The $27.5-million Manitoba Climate and Economy Solutions Program is open for applications to fund projects ranging from building retrofits to agricultural projects.
“This funding will help them switch to renewable energy, saving both money and cutting emissions,” said Environment and Climate Change Minister Mike Moyes.
The federal government is spending $23 million and the province is contributing $4.5 million.
Moyes said the program aligns with the province’s environmental strategy, which aims to achieve net-zero carbon emissions by 2050.
“Our premier is quite ambitious and is actually looking to exceed that goal, but it’s going to bring all the different sectors together, all the different players, and really work together,” he said.
The province’s Path to Net Zero plan states that in 2023, Manitoba’s total greenhouse-gas emissions were 21.3 megatonnes of carbon dioxide equivalent, accounting for approximately three per cent of Canada’s national emissions of 708 megatonnes.
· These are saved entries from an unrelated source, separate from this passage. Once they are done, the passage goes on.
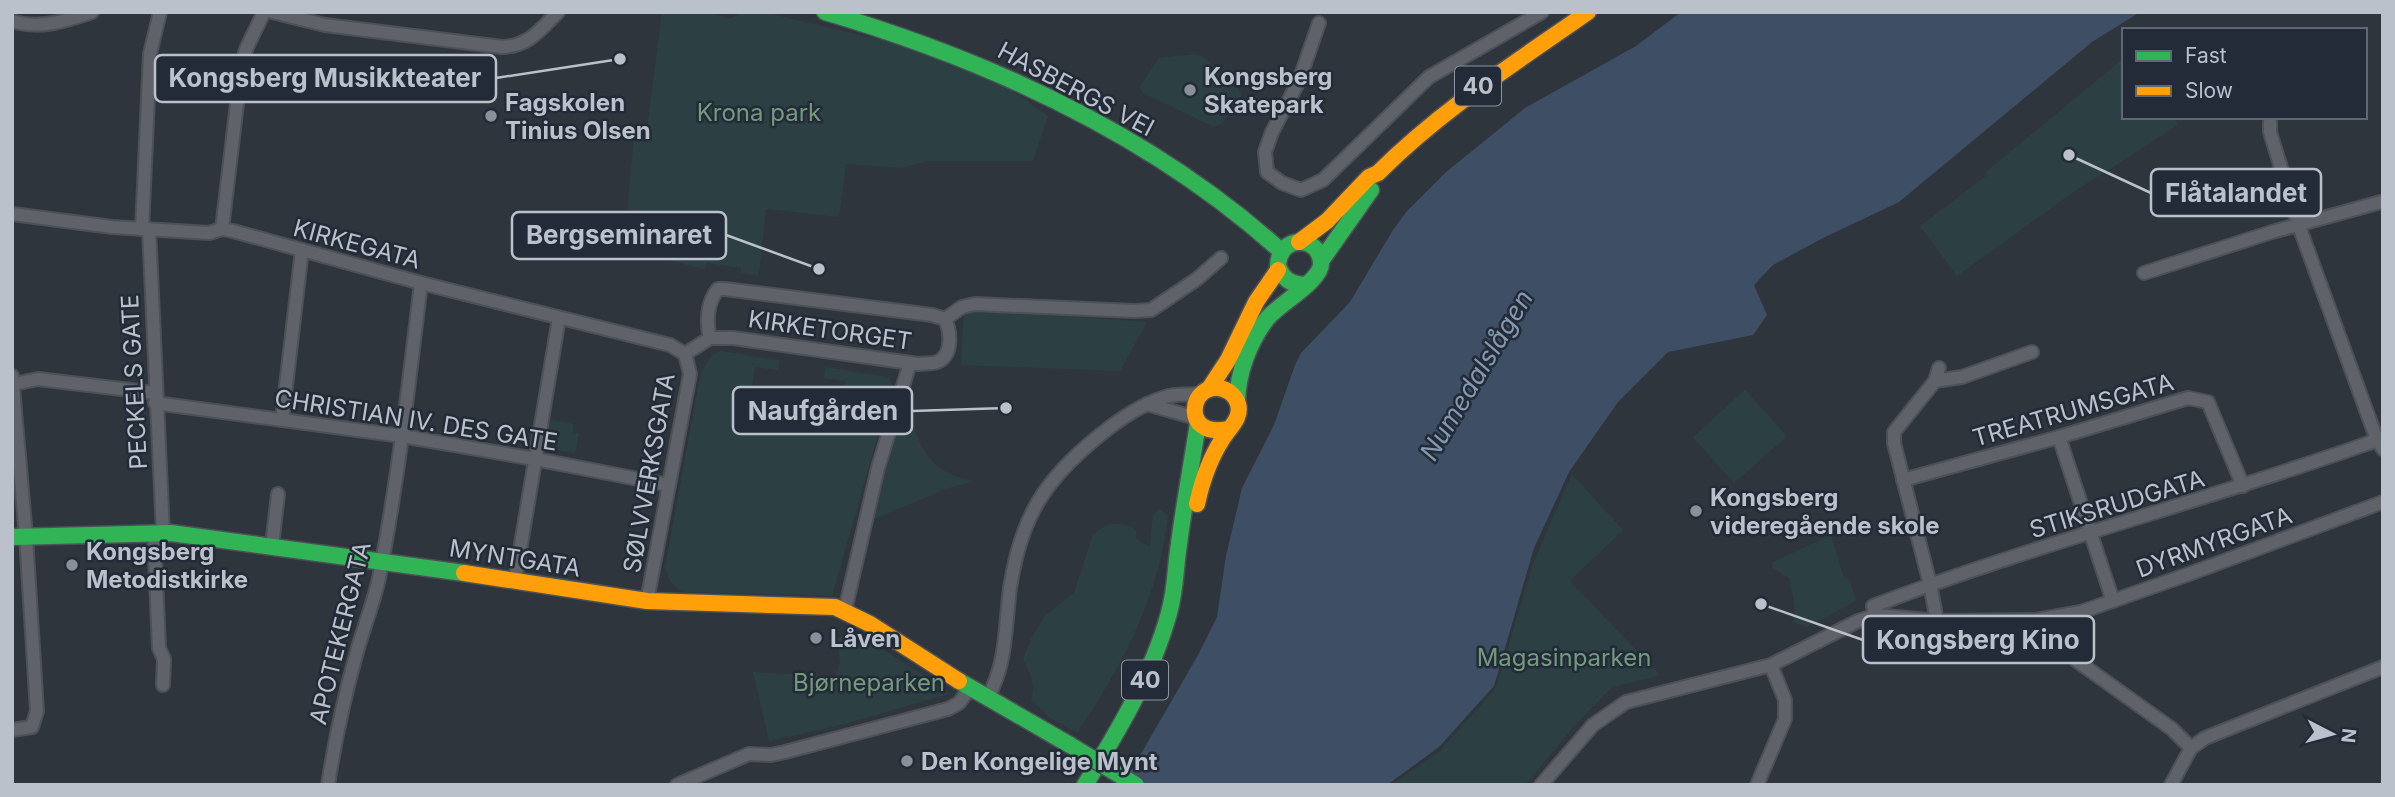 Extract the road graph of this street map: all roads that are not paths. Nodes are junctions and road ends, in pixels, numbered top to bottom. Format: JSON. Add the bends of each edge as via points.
{"nodes":[{"id":1,"x":92,"y":12,"type":"edge"},
{"id":2,"x":160,"y":12,"type":"edge"},
{"id":3,"x":264,"y":12,"type":"edge"},
{"id":4,"x":272,"y":12,"type":"edge"},
{"id":5,"x":558,"y":12,"type":"edge"},
{"id":6,"x":825,"y":12,"type":"edge"},
{"id":7,"x":1542,"y":12,"type":"edge"},
{"id":8,"x":1588,"y":12,"type":"edge"},
{"id":9,"x":546,"y":19,"type":"edge"},
{"id":10,"x":13,"y":22,"type":"edge"},
{"id":11,"x":1319,"y":23,"type":"dead end"},
{"id":12,"x":12,"y":34,"type":"edge"},
{"id":13,"x":2270,"y":122,"type":"dead end"},
{"id":14,"x":1378,"y":173,"type":"junction"},
{"id":15,"x":2381,"y":202,"type":"edge"},
{"id":16,"x":12,"y":214,"type":"edge"},
{"id":17,"x":2299,"y":226,"type":"junction"},
{"id":18,"x":145,"y":229,"type":"junction"},
{"id":19,"x":222,"y":229,"type":"junction"},
{"id":20,"x":1299,"y":242,"type":"junction"},
{"id":21,"x":302,"y":250,"type":"junction"},
{"id":22,"x":1281,"y":251,"type":"junction"},
{"id":23,"x":1221,"y":258,"type":"dead end"},
{"id":24,"x":1321,"y":261,"type":"junction"},
{"id":25,"x":1278,"y":270,"type":"junction"},
{"id":26,"x":2144,"y":273,"type":"dead end"},
{"id":27,"x":421,"y":283,"type":"junction"},
{"id":28,"x":1304,"y":285,"type":"junction"},
{"id":29,"x":559,"y":318,"type":"junction"},
{"id":30,"x":946,"y":319,"type":"junction"},
{"id":31,"x":710,"y":338,"type":"junction"},
{"id":32,"x":2032,"y":352,"type":"dead end"},
{"id":33,"x":685,"y":354,"type":"junction"},
{"id":34,"x":909,"y":363,"type":"junction"},
{"id":35,"x":13,"y":380,"type":"edge"},
{"id":36,"x":1205,"y":391,"type":"junction"},
{"id":37,"x":155,"y":398,"type":"junction"},
{"id":38,"x":1237,"y":401,"type":"junction"},
{"id":39,"x":1147,"y":404,"type":"junction"},
{"id":40,"x":282,"y":420,"type":"junction"},
{"id":41,"x":1197,"y":421,"type":"junction"},
{"id":42,"x":1228,"y":429,"type":"junction"},
{"id":43,"x":402,"y":436,"type":"junction"},
{"id":44,"x":2059,"y":437,"type":"junction"},
{"id":45,"x":2381,"y":443,"type":"edge"},
{"id":46,"x":535,"y":459,"type":"junction"},
{"id":47,"x":1903,"y":480,"type":"junction"},
{"id":48,"x":669,"y":485,"type":"junction"},
{"id":49,"x":2243,"y":486,"type":"junction"},
{"id":50,"x":278,"y":494,"type":"dead end"},
{"id":51,"x":2383,"y":502,"type":"edge"},
{"id":52,"x":158,"y":533,"type":"junction"},
{"id":53,"x":2091,"y":533,"type":"junction"},
{"id":54,"x":19,"y":537,"type":"edge"},
{"id":55,"x":272,"y":546,"type":"junction"},
{"id":56,"x":382,"y":561,"type":"junction"},
{"id":57,"x":1179,"y":566,"type":"junction"},
{"id":58,"x":515,"y":580,"type":"junction"},
{"id":59,"x":1930,"y":584,"type":"junction"},
{"id":60,"x":647,"y":601,"type":"junction"},
{"id":61,"x":2113,"y":601,"type":"junction"},
{"id":62,"x":845,"y":610,"type":"junction"},
{"id":63,"x":1876,"y":615,"type":"junction"},
{"id":64,"x":2058,"y":617,"type":"junction"},
{"id":65,"x":1937,"y":621,"type":"junction"},
{"id":66,"x":1771,"y":665,"type":"junction"},
{"id":67,"x":2383,"y":667,"type":"edge"},
{"id":68,"x":163,"y":685,"type":"dead end"},
{"id":69,"x":970,"y":688,"type":"junction"},
{"id":70,"x":988,"y":698,"type":"junction"},
{"id":71,"x":12,"y":730,"type":"edge"},
{"id":72,"x":2191,"y":748,"type":"junction"},
{"id":73,"x":1760,"y":784,"type":"edge"},
{"id":74,"x":328,"y":785,"type":"edge"},
{"id":75,"x":677,"y":785,"type":"edge"},
{"id":76,"x":1086,"y":785,"type":"edge"},
{"id":77,"x":1136,"y":785,"type":"edge"},
{"id":78,"x":1541,"y":785,"type":"edge"},
{"id":79,"x":2171,"y":785,"type":"edge"}],
"edges":[{"from":1,"to":10,"type":"street","via":[[47,25]]},
{"from":2,"to":18,"type":"street","name":"PECKELS GATE","via":[[150,54]]},
{"from":3,"to":19,"type":"street","via":[[242,62]]},
{"from":4,"to":9,"type":"street","via":[[325,25],[502,47],[524,43]]},
{"from":5,"to":9,"type":"street"},
{"from":6,"to":22,"type":"street","name":"HASBERGS VEI","via":[[912,38],[1025,84],[1169,166]]},
{"from":7,"to":11,"type":"street","via":[[1429,77],[1323,180],[1301,190],[1268,173],[1265,152],[1299,81]]},
{"from":8,"to":14,"type":"street","number":"40","via":[[1463,97]]},
{"from":10,"to":12,"type":"street"},
{"from":13,"to":17,"type":"street"},
{"from":14,"to":20,"type":"street","number":"40"},
{"from":14,"to":24,"type":"street","number":"40"},
{"from":15,"to":17,"type":"street"},
{"from":16,"to":18,"type":"street","name":"KIRKEGATA"},
{"from":17,"to":26,"type":"street"},
{"from":17,"to":45,"type":"street"},
{"from":18,"to":19,"type":"street","name":"KIRKEGATA","via":[[209,233]]},
{"from":18,"to":37,"type":"street","name":"PECKELS GATE"},
{"from":19,"to":21,"type":"street","name":"KIRKEGATA"},
{"from":20,"to":22,"type":"street","number":"40"},
{"from":20,"to":24,"type":"street","via":[[1314,247]]},
{"from":21,"to":27,"type":"street","name":"KIRKEGATA"},
{"from":21,"to":40,"type":"street"},
{"from":22,"to":25,"type":"street","number":"40"},
{"from":23,"to":30,"type":"street","name":"KIRKETORGET","via":[[1151,310],[975,304]]},
{"from":24,"to":28,"type":"street","number":"40","via":[[1317,277]]},
{"from":25,"to":28,"type":"street","via":[[1291,284]]},
{"from":25,"to":36,"type":"street","number":"40","via":[[1256,302],[1228,360]]},
{"from":27,"to":29,"type":"street","name":"KIRKEGATA"},
{"from":27,"to":43,"type":"street","name":"APOTEKERGATA"},
{"from":28,"to":38,"type":"street","number":"40","via":[[1261,327],[1243,369]]},
{"from":29,"to":33,"type":"street","name":"KIRKEGATA","via":[[670,345]]},
{"from":29,"to":46,"type":"street"},
{"from":30,"to":31,"type":"street","name":"KIRKETORGET","via":[[718,289],[708,315]]},
{"from":30,"to":34,"type":"street","name":"KIRKETORGET","via":[[949,347],[944,357],[934,363]]},
{"from":31,"to":33,"type":"street","name":"KIRKETORGET"},
{"from":31,"to":34,"type":"street","name":"KIRKETORGET"},
{"from":32,"to":47,"type":"street","via":[[1962,377],[1937,375],[1894,432]]},
{"from":33,"to":48,"type":"street","name":"SØLVVERKSGATA","via":[[690,374]]},
{"from":34,"to":62,"type":"street","via":[[878,468]]},
{"from":35,"to":37,"type":"street","name":"CHRISTIAN IV. DES GATE","via":[[37,379]]},
{"from":35,"to":54,"type":"street"},
{"from":36,"to":38,"type":"street","via":[[1225,389]]},
{"from":36,"to":39,"type":"street"},
{"from":36,"to":41,"type":"street","number":"40","via":[[1195,405]]},
{"from":37,"to":40,"type":"street","name":"CHRISTIAN IV. DES GATE"},
{"from":37,"to":52,"type":"street","name":"PECKELS GATE"},
{"from":38,"to":42,"type":"street","number":"40","via":[[1238,413]]},
{"from":39,"to":41,"type":"street"},
{"from":39,"to":70,"type":"street","via":[[1119,420],[1063,466],[1030,516],[1014,565],[1002,662]]},
{"from":40,"to":43,"type":"street","name":"CHRISTIAN IV. DES GATE"},
{"from":41,"to":42,"type":"street","via":[[1209,431]]},
{"from":41,"to":57,"type":"street","number":"40"},
{"from":42,"to":57,"type":"street","number":"40","via":[[1205,475]]},
{"from":43,"to":46,"type":"street","name":"CHRISTIAN IV. DES GATE"},
{"from":43,"to":56,"type":"street","name":"APOTEKERGATA"},
{"from":44,"to":47,"type":"street","name":"TREATRUMSGATA"},
{"from":44,"to":49,"type":"street","name":"TREATRUMSGATA","via":[[2158,405],[2199,398],[2211,407]]},
{"from":44,"to":53,"type":"street"},
{"from":45,"to":49,"type":"street","name":"STIKSRUDGATA"},
{"from":46,"to":48,"type":"street","name":"CHRISTIAN IV. DES GATE"},
{"from":46,"to":58,"type":"street"},
{"from":47,"to":59,"type":"street"},
{"from":48,"to":60,"type":"street","name":"SØLVVERKSGATA"},
{"from":49,"to":53,"type":"street","name":"STIKSRUDGATA"},
{"from":50,"to":55,"type":"street"},
{"from":51,"to":61,"type":"street","name":"DYRMYRGATA"},
{"from":52,"to":54,"type":"street","name":"MYNTGATA"},
{"from":52,"to":55,"type":"street","name":"MYNTGATA"},
{"from":52,"to":68,"type":"street","name":"PECKELS GATE"},
{"from":53,"to":59,"type":"street","name":"STIKSRUDGATA"},
{"from":53,"to":61,"type":"street"},
{"from":54,"to":71,"type":"street","via":[[37,711],[32,727]]},
{"from":55,"to":56,"type":"street","name":"MYNTGATA"},
{"from":56,"to":58,"type":"street","name":"MYNTGATA"},
{"from":56,"to":74,"type":"street","name":"APOTEKERGATA","via":[[339,719]]},
{"from":57,"to":76,"type":"street","number":"40","via":[[1147,676]]},
{"from":58,"to":60,"type":"street","name":"MYNTGATA"},
{"from":59,"to":63,"type":"street","name":"STIKSRUDGATA","via":[[1873,606]]},
{"from":59,"to":65,"type":"street"},
{"from":60,"to":62,"type":"street","name":"MYNTGATA"},
{"from":61,"to":64,"type":"street","name":"DYRMYRGATA"},
{"from":62,"to":69,"type":"street","name":"MYNTGATA"},
{"from":63,"to":65,"type":"street","name":"DYRMYRGATA"},
{"from":63,"to":66,"type":"street"},
{"from":64,"to":65,"type":"street","name":"DYRMYRGATA"},
{"from":64,"to":72,"type":"street","via":[[2065,648],[2077,661],[2172,729]]},
{"from":66,"to":73,"type":"street","via":[[1785,700],[1785,719]]},
{"from":66,"to":78,"type":"street","via":[[1626,702],[1593,725]]},
{"from":67,"to":72,"type":"street","via":[[2238,724]]},
{"from":69,"to":70,"type":"street","name":"MYNTGATA"},
{"from":69,"to":75,"type":"street","via":[[948,709],[785,752],[749,754]]},
{"from":70,"to":77,"type":"street","name":"MYNTGATA","bridge":true},
{"from":72,"to":79,"type":"street"}]}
Manitoba’s emissions per capita are 15.3 tonnes of carbon dioxide equivalent, which is 16 per cent below the national average of 18.2 tonnes per capita.
The feds also announced its second round of funding for Canada’s Low Carbon Economy Fund, which sees recipients get money to switch from fossil fuels to clean-energy alternatives for their operations.
The first round of funding awarded more than $4.3 million to 18 projects under the province’s merit-based program.
The City of Selkirk was a recipient during the first round of funding, and installed a cold-climate air-source heat pump at the Selkirk Transit Authority building, which eliminated fossil gas use.
The city has undertaken several climate adaptation projects over the years and considers itself a Manitoba leader in municipal planning with the environment in mind.
“(The projects) are not a ‘should we do it?’ They are a ‘we have to do it,’” Mayor Larry Johannson said. “The value I see is that my grandchildren’s grandchildren are going to have a future in the world… I wish my other fellow leaders, other municipalities, other cities, will follow suit.”
Selkirk is aiming to have its building assets and and municipal fleets be fossil fuel-free by 2030.
nicole.buffie@freepress.mb.ca

Nicole Buffie
Multimedia producer
Nicole Buffie is a reporter for the Free Press city desk. Born and bred in Winnipeg, Nicole graduated from Red River College’s Creative Communications program in 2020 and worked as a reporter throughout Manitoba before joining the Free Press newsroom as a multimedia producer in 2023. Read more about Nicole.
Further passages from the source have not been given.